Due Monday, May 3, 1999

Problem Set

1. (25 pts.) Consider the conjunctive queries Q1 and Q2. Q1: p(X) :- q(X,Y) & q(X,Z) & r(Y,Z) & NOT q(Z,X) & NOT r(Y,Y) Q2: p(B) :- q(B,A) & q(B,C) & r(C,D) & NOT q(D,B) Use the Levy-Sagiv test to show that Q1 is contained in Q2, and that Q2 is not contained in Q1. Remember that to show a noncontainment, you do not have to perform the complete test, as long as you find the counterexample.

   ---

2. (25 pts.) Consider the conjunctive queries Q1 and Q2. Q1: p :- q(X,Y) & q(Y,Z) & q(Z,X) Q2: p :- q(A,B) & q(B,C) & A<=C Use the Klug-Levy-Sagiv test to show that Q1 is contained in Q2, and that Q2 is not contained in Q1.

   ---

3. (20 pts.) Consider the conjunctive queries Q1 and Q2. Q1: p(X,Y) :- q(X,Y) & q(Y,X) & X>=0 & Y>=0 Q2: p(A,B) :- q(A,B) & q(B,C) & A+B>=C Use the Gupta-Zhang-Ozsoyoglu test to show that Q1 is contained in Q2.

   ---

4. (30 pts.) Consider the built-in predicate m, where m(X,Y,Z) is true if and only if X*Y=Z. You may assume that the values of variables in arguments of m are integers.

   (a)

   Does the containment theorem for unions of CQ's hold when mis the only interpreted predicate?
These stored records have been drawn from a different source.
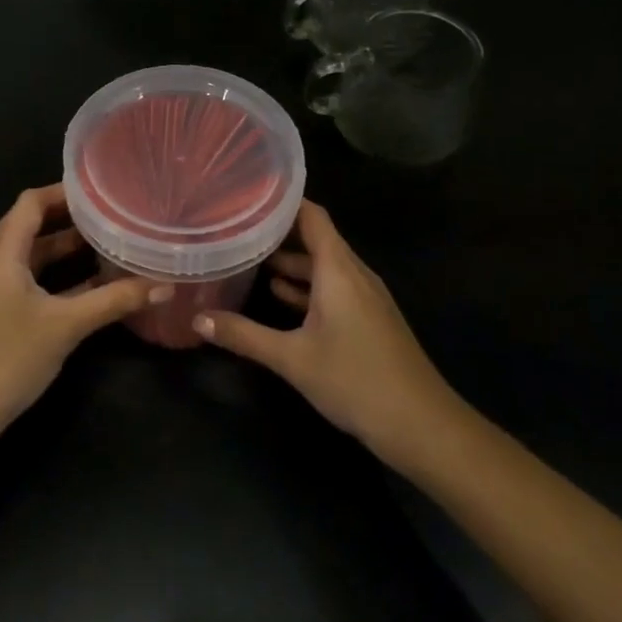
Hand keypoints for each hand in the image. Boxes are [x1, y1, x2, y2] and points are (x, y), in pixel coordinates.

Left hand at [0, 185, 162, 436]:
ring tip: (106, 246)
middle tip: (112, 217)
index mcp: (0, 252)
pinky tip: (87, 289)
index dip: (63, 192)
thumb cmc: (8, 357)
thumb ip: (114, 300)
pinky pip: (24, 281)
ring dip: (63, 252)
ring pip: (29, 257)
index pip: (30, 202)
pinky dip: (53, 278)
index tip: (101, 191)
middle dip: (70, 221)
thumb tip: (165, 285)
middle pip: (30, 227)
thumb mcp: (66, 326)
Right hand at [192, 201, 463, 462]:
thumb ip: (244, 335)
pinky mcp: (369, 318)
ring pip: (323, 265)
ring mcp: (364, 297)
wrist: (423, 426)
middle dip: (277, 230)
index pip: (311, 215)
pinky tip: (278, 295)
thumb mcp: (292, 358)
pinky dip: (306, 285)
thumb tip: (198, 318)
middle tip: (235, 225)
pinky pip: (333, 287)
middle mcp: (353, 274)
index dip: (281, 201)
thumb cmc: (356, 380)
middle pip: (315, 237)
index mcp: (338, 269)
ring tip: (247, 255)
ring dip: (290, 260)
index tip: (246, 194)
Prove it is, or provide a counterexample. (Hint: One or more of the arguments can be constants.)

   (b)

   Use the Gupta-Zhang-Ozsoyoglu test to test the equivalence of the following two conjunctive queries: panic :- e(X) & m(X,X,X) panic :- e(X) & e(Y) & m(X,Y,Y)

   In your test you may use any reasonable law about how multiplication of integers behaves.